(Stored data entries)
════════════════
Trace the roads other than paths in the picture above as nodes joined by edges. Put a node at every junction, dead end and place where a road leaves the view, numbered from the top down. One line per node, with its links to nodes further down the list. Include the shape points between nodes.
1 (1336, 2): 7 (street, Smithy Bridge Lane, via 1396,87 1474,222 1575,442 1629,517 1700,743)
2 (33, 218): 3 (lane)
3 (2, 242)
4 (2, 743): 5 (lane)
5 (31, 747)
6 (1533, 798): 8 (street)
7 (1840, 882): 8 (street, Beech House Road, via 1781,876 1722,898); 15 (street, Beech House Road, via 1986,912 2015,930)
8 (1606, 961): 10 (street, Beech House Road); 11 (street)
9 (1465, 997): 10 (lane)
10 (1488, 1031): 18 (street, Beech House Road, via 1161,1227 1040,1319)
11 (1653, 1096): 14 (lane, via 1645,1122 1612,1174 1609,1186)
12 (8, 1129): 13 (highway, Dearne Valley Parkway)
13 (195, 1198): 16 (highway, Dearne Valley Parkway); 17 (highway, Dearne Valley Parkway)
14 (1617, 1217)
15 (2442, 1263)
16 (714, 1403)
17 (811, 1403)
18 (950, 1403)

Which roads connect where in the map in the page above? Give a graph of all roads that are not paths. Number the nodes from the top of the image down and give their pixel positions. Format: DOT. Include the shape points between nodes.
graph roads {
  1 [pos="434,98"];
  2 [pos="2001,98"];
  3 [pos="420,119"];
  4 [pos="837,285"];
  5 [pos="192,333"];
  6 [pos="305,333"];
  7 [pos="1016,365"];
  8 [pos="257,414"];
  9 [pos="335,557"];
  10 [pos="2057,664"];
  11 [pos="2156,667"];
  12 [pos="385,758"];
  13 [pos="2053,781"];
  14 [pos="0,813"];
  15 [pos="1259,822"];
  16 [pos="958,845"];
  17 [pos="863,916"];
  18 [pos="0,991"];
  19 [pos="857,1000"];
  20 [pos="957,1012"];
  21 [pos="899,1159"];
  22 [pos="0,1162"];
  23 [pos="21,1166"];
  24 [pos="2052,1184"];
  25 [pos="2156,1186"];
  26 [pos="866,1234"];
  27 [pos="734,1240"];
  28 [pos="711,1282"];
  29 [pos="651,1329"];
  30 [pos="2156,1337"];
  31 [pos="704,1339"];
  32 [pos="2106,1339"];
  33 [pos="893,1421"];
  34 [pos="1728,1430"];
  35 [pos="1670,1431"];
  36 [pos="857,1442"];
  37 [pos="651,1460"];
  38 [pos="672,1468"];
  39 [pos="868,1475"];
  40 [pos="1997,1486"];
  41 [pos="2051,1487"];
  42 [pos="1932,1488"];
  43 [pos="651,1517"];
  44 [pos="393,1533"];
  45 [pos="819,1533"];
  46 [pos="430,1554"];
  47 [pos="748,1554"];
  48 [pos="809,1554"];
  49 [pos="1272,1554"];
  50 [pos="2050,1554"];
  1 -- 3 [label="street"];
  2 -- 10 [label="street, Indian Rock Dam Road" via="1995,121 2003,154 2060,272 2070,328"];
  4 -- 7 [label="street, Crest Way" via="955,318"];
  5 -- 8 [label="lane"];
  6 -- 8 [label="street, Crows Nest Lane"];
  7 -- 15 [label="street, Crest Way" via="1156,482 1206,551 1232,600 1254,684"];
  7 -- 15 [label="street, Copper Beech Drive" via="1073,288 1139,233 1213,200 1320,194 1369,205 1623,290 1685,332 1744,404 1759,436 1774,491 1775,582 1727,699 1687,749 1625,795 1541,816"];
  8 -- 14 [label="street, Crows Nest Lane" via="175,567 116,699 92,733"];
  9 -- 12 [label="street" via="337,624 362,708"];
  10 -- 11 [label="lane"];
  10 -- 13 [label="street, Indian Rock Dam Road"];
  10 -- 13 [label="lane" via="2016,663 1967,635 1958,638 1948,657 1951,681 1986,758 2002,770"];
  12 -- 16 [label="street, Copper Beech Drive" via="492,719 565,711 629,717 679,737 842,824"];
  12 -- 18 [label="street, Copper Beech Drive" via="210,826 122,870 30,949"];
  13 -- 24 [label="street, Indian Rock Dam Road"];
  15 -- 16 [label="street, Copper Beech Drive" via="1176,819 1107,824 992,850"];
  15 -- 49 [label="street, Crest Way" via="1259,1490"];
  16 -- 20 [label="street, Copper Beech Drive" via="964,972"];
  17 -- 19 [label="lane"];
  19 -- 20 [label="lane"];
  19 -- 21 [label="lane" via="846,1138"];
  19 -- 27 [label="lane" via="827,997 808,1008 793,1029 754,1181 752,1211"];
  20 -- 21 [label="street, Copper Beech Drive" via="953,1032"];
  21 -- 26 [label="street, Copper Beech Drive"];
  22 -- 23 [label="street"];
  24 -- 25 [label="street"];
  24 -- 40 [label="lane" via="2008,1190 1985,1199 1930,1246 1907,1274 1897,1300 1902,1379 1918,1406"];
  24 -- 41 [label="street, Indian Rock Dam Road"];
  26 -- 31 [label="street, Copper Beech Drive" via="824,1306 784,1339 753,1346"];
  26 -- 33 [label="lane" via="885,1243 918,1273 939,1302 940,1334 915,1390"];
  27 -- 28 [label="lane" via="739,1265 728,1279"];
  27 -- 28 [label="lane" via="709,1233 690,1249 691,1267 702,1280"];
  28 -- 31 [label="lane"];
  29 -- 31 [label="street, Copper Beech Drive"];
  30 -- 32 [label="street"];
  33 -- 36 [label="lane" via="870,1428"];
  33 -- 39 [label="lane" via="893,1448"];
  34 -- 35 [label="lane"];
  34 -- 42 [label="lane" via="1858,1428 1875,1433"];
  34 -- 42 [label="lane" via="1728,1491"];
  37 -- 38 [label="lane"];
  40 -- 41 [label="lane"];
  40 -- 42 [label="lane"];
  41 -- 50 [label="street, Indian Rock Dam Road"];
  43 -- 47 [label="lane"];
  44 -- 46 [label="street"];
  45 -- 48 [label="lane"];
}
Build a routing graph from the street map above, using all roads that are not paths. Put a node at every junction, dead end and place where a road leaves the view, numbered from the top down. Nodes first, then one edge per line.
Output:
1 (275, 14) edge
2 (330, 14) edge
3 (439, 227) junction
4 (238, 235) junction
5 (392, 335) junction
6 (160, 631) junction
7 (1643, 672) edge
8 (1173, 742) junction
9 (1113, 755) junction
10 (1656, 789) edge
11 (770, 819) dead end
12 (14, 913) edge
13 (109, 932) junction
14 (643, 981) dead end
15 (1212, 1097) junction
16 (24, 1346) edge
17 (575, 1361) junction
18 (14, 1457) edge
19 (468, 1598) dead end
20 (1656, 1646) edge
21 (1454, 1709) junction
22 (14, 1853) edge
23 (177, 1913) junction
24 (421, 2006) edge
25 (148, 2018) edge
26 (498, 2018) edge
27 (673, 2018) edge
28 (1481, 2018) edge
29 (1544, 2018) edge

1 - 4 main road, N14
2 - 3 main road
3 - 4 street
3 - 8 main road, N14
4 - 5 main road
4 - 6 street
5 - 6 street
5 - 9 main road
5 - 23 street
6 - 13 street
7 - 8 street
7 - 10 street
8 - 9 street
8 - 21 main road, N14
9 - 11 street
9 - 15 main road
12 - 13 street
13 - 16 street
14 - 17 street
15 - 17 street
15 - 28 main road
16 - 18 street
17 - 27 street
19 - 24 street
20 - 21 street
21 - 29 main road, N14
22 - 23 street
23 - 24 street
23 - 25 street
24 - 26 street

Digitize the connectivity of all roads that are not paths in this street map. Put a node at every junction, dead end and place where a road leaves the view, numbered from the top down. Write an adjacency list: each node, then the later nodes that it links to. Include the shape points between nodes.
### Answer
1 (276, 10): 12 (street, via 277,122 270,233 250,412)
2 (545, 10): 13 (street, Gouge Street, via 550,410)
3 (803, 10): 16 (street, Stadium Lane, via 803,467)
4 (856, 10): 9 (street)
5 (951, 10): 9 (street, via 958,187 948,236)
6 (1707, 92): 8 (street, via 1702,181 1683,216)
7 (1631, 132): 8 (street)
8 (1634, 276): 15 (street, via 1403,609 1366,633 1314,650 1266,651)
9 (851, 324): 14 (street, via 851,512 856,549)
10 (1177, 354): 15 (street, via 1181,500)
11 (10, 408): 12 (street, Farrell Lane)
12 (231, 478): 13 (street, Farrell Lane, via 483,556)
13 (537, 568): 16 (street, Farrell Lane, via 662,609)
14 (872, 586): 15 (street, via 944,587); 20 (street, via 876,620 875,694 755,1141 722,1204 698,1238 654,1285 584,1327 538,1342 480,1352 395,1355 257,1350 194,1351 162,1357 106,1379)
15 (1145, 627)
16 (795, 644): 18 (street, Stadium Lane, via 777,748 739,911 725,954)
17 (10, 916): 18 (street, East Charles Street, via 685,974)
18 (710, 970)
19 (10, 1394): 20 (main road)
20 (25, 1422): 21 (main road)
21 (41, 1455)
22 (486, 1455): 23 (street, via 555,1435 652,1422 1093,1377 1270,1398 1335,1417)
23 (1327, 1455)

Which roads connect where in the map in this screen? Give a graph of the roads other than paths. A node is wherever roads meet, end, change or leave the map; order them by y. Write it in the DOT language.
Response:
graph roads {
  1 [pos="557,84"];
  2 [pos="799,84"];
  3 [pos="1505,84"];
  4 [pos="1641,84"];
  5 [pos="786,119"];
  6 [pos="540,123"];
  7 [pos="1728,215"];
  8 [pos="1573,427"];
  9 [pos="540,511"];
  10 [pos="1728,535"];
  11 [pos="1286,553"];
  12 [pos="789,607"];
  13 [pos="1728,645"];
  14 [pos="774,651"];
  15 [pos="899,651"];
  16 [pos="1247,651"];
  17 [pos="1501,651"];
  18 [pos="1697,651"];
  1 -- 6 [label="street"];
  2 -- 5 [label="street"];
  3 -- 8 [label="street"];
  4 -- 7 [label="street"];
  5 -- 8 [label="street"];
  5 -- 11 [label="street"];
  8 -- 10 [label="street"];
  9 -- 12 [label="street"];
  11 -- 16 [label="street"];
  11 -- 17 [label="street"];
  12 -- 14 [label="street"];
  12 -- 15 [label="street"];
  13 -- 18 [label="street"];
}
════════════════
EXERCISE DETAILS >> In the entries above, find each line with the word "highway" and show it.

SOLUTION TO THE EXERCISE >>
12 (8, 1129): 13 (highway, Dearne Valley Parkway)
13 (195, 1198): 16 (highway, Dearne Valley Parkway); 17 (highway, Dearne Valley Parkway)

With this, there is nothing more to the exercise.